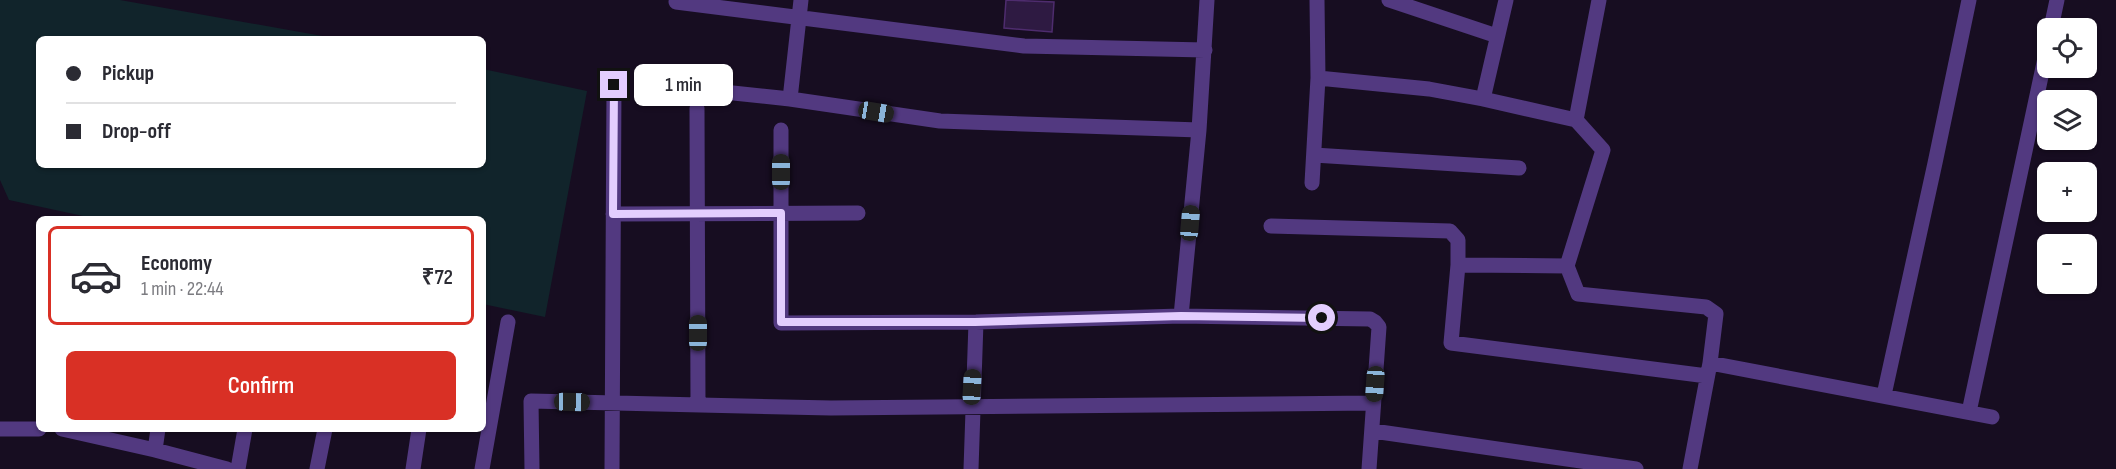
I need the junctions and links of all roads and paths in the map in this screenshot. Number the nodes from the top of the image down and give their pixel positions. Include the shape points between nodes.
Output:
1 (801, 0) edge
2 (1207, 0) edge
3 (1317, 0) edge
4 (1389, 0) edge
5 (1506, 0) edge
6 (1599, 0) edge
7 (1969, 0) edge
8 (2057, 0) edge
9 (676, 2) dead end
10 (798, 18) junction
11 (2053, 18) edge
12 (1497, 36) junction
13 (1205, 50) junction
14 (1318, 78) junction
15 (2041, 78) edge
16 (614, 85) dead end
17 (667, 86) dead end
18 (790, 99) junction
19 (1483, 99) junction
20 (697, 108) dead end
21 (1576, 120) junction
22 (781, 130) dead end
23 (1199, 130) junction
24 (1314, 155) junction
25 (1519, 168) dead end
26 (1312, 183) dead end
27 (781, 213) junction
28 (858, 213) dead end
29 (613, 214) junction
30 (697, 214) junction
31 (1270, 226) dead end
32 (1458, 265) junction
33 (1567, 266) junction
34 (1181, 316) junction
35 (508, 322) dead end
36 (975, 322) junction
37 (1709, 369) junction
38 (1884, 395) junction
39 (613, 403) junction
40 (1373, 403) junction
41 (698, 404) junction
42 (971, 406) junction
43 (1969, 412) junction
44 (1992, 417) dead end
45 (0, 429) edge
46 (36, 429) edge
47 (1373, 431) junction
48 (75, 432) edge
49 (158, 432) edge
50 (244, 432) edge
51 (324, 432) edge
52 (419, 432) edge
53 (155, 450) junction
54 (227, 469) edge
55 (238, 469) edge
56 (317, 469) edge
57 (413, 469) edge
58 (482, 469) edge
59 (532, 469) edge
60 (612, 469) edge
61 (970, 469) edge
62 (1370, 469) edge
63 (1636, 469) edge
64 (1690, 469) edge

1 - 10 street
2 - 13 street
3 - 14 street
4 - 12 street
5 - 12 street
6 - 21 street
7 - 38 street
8 - 11 street
9 - 10 street
10 - 13 street via 1024,46
10 - 18 street
12 - 19 street
13 - 23 street
14 - 19 street via 1429,89
14 - 24 street
15 - 43 street
16 - 29 street
17 - 18 street
18 - 23 street via 940,121
19 - 21 street
20 - 30 street
21 - 33 street via 1603,150
22 - 27 street
23 - 34 street
24 - 25 street
24 - 26 street
27 - 28 street
27 - 30 street
27 - 36 street via 781,322
29 - 30 street
29 - 39 street
30 - 41 street
31 - 32 street via 1450,231 1458,240
32 - 33 street
32 - 37 street via 1451,343
33 - 37 street via 1578,294 1706,306 1716,314
34 - 36 street
34 - 40 street via 1375,322 1378,327
35 - 58 street
36 - 42 street
37 - 38 street
37 - 64 street
38 - 43 street
39 - 41 street
39 - 59 street via 531,401
39 - 60 street
40 - 42 street
40 - 47 street
41 - 42 street via 831,408
42 - 61 street
43 - 44 street
45 - 46 street
47 - 62 street
47 - 63 street
48 - 53 street
49 - 53 street
50 - 55 street
51 - 56 street
52 - 57 street
53 - 54 street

+ + + +

**Exercise description:** Filter the preceding entries down to the lines with "dead".

**Worked solution:**
9 (676, 2) dead end
16 (614, 85) dead end
17 (667, 86) dead end
20 (697, 108) dead end
22 (781, 130) dead end
25 (1519, 168) dead end
26 (1312, 183) dead end
28 (858, 213) dead end
31 (1270, 226) dead end
35 (508, 322) dead end
44 (1992, 417) dead end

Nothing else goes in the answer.